_What needs to be done_: Among the lines of the data, copy those that hold "Ashmun".

Source data:
--------------------------------

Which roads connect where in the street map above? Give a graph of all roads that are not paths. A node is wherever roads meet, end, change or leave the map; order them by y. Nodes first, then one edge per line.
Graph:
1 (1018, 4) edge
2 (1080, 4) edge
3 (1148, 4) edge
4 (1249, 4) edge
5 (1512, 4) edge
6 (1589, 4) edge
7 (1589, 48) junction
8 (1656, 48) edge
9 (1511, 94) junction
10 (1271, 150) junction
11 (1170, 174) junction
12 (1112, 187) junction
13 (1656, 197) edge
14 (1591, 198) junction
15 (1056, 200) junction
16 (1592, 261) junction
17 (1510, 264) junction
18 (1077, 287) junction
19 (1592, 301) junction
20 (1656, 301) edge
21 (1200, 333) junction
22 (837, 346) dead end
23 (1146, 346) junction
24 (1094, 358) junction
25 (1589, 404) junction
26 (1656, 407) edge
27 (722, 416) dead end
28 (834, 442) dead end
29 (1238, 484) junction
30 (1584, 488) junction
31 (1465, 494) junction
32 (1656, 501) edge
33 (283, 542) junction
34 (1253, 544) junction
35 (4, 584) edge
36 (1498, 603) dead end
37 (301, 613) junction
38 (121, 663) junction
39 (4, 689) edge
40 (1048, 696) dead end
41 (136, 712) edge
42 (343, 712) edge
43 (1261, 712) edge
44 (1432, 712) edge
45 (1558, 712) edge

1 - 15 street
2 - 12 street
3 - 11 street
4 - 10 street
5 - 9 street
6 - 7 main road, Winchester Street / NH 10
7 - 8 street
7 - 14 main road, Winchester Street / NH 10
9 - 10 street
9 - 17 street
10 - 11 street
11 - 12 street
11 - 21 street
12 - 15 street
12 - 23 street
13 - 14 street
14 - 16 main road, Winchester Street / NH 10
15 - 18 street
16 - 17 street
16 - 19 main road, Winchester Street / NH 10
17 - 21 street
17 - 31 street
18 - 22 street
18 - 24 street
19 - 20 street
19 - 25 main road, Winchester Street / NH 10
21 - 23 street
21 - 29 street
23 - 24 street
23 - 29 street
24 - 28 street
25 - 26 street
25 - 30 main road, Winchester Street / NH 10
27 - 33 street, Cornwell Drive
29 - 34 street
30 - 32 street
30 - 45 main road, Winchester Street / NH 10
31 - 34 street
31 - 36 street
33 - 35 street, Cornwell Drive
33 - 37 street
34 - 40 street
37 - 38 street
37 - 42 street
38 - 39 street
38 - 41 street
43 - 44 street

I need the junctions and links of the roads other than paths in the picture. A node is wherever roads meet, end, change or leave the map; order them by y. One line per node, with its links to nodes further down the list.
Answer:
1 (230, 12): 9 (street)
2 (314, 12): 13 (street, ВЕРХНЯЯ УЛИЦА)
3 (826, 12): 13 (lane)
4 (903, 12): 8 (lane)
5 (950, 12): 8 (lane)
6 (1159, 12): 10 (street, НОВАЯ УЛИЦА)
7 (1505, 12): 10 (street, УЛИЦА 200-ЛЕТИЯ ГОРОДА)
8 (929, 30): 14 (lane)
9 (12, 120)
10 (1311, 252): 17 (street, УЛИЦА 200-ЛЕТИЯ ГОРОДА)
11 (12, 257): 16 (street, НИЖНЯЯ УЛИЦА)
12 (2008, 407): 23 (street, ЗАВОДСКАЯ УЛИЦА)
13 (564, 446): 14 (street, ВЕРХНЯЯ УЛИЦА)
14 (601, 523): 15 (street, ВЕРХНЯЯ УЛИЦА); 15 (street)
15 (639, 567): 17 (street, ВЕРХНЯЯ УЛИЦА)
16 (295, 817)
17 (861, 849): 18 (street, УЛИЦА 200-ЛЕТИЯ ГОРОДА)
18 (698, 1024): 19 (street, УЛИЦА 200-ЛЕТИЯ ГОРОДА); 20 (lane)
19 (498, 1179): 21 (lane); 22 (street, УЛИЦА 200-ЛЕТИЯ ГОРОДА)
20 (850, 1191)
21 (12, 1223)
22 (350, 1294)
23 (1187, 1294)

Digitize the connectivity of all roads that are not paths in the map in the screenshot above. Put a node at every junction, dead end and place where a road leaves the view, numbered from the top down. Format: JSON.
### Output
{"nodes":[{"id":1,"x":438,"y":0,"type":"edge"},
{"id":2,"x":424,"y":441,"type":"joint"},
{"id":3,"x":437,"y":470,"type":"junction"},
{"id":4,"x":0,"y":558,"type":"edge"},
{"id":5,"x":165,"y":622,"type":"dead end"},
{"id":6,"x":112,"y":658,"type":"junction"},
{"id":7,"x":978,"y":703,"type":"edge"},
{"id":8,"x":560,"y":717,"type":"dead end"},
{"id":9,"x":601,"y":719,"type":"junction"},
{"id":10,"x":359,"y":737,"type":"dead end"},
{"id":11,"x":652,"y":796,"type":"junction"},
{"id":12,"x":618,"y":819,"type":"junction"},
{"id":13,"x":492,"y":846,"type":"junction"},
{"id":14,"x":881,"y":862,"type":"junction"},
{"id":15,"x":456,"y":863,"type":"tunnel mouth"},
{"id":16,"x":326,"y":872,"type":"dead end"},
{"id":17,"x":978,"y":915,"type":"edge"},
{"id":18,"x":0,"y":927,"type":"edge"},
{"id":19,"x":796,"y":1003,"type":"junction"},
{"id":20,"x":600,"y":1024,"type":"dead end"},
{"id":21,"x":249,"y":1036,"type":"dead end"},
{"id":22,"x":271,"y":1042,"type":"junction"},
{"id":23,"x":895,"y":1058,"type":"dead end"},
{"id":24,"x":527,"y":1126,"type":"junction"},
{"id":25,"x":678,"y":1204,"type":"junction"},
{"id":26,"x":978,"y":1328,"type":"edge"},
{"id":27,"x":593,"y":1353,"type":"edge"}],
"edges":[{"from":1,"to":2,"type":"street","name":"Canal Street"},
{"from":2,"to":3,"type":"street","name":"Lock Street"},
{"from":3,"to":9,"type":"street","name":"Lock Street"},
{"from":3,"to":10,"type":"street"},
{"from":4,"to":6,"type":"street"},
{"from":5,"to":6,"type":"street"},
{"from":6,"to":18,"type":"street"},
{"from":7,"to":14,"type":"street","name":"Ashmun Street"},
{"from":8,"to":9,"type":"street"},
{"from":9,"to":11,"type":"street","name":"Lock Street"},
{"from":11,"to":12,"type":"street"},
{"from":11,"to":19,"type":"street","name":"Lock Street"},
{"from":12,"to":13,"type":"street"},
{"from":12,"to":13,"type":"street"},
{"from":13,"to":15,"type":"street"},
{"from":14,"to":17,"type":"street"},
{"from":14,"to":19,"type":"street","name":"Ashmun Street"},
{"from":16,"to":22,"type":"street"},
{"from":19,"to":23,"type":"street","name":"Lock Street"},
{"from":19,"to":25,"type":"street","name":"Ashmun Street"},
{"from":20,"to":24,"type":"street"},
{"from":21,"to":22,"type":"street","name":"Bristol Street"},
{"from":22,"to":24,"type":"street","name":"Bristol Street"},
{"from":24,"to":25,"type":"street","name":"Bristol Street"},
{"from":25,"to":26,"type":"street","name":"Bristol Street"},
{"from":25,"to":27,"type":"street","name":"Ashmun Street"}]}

--------------------------------

_Answer to the exercise_:
{"from":7,"to":14,"type":"street","name":"Ashmun Street"},
{"from":14,"to":19,"type":"street","name":"Ashmun Street"},
{"from":19,"to":25,"type":"street","name":"Ashmun Street"},
{"from":25,"to":27,"type":"street","name":"Ashmun Street"}]}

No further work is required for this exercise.